CBS play-by-play announcer Andrew Catalon told an anecdote during the Oakland versus Tampa Bay matchup in Week 8 about wide receiver Amari Cooper. While playing at Alabama, Cooper told Catalon that he expected to win every single game. Despite Oakland having missed the playoffs 14-straight seasons, Cooper said he now has the same expectation for the Raiders. Fantasy football owners with Cooper in the lineup expect to win just about every week too. That’s how good the second-year wide receiver has been in the first half of 2016.
The touchdowns are sparse, mostly due to Raiders’ quarterback Derek Carr favoring Michael Crabtree in the red zone, but Cooper has had some monster games. In four of the first eight contests this season, he has recorded 100 receiving yards. This past weekend, he posted his best stat line of the season with career-highs of 12 catches, 173 yards and a touchdown.
Behind the best performance of his career, Cooper hits the halfway point of the season with 787 receiving yards, which ranks third-most in the league.
That’s pretty good for a guy a lot of fantasy owners were frustrated with due to the fact that Crabtree appeared to be heavily targeted as well, particularly in the end zone. The biggest difference between the two legitimate No. 1 receivers is Crabtree has scored six touchdowns versus Cooper’s two, but Cooper averages 3.0 additional yards per reception. Other than that, both receivers have between 74-81 targets along with 47-52 catches.
Crabtree scored half of his touchdowns in Week 4 against Baltimore, which certainly frustrated Cooper fans, but since then, Cooper has benefitted greatly due to the fact opposing defenses can no longer simply double cover him. In fact, over the last four games, Crabtree has seen most of the better cover guys, leading to great matchups for Cooper.
The second-year pro has taken advantage with 32 catches and 469 yards during that stretch. He also has both of his scores in the last four weeks.
That was clearly the advantage he had Sunday against Tampa Bay. The Buccaneers matched up veteran cornerback Brent Grimes with Crabtree for most of the day. That left rookie Vernon Hargreaves III to cover Cooper.
Hargreaves experienced covering Cooper from college. The cornerback played at Florida and was assigned to cover Cooper, who played at Alabama, when the two teams met in 2014. It was an unfair contest, as Cooper ate him up just as he did Sunday.
Cooper won’t have a rookie that he already has experience beating covering him the rest of the season, but the fact there appears to be a growing trend of the “secondary” corners matching up against him is great news for fantasy football players.
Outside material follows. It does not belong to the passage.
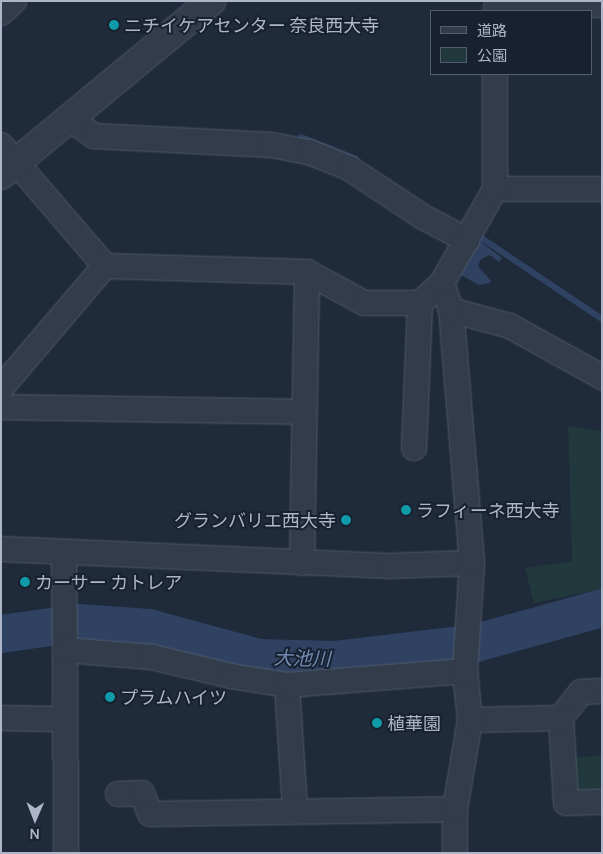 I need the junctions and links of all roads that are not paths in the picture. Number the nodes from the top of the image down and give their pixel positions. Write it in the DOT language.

— Nick Hjeltness (@NickHjeltness) October 30, 2016
Sunday was also the first real time that Carr routinely looked in Cooper’s direction. The second-year receiver had just two targets in the first half against Tampa Bay, but on the first two drives of the second half alone, Cooper had five targets, one of which he caught in the end zone for a score. Carr and the Raiders made it a focal point of getting Cooper the ball in the second half.
Admittedly, there are a few reasons to consider selling high on the the former Alabama receiver. Not only will Cooper likely not line up against a rookie cornerback the rest of the season, but the Raiders face a fair amount of tough secondaries. Oakland must still play Denver twice, Houston and Indianapolis, which all rank in the bottom five in terms of fantasy points allowed to wide receivers according to Yahoo.
Plus, Carr isn’t going to attempt 59 passes and throw for 513 yards along with four touchdowns every week. Cooper and Crabtree both went over 100 yards Sunday, and that can’t be anticipated to happen each game either.
But if owners do elect to keep Cooper, that is far from a bad choice. He should continue to receive opportunities for huge games due to the fact defenses must stop both him and Crabtree.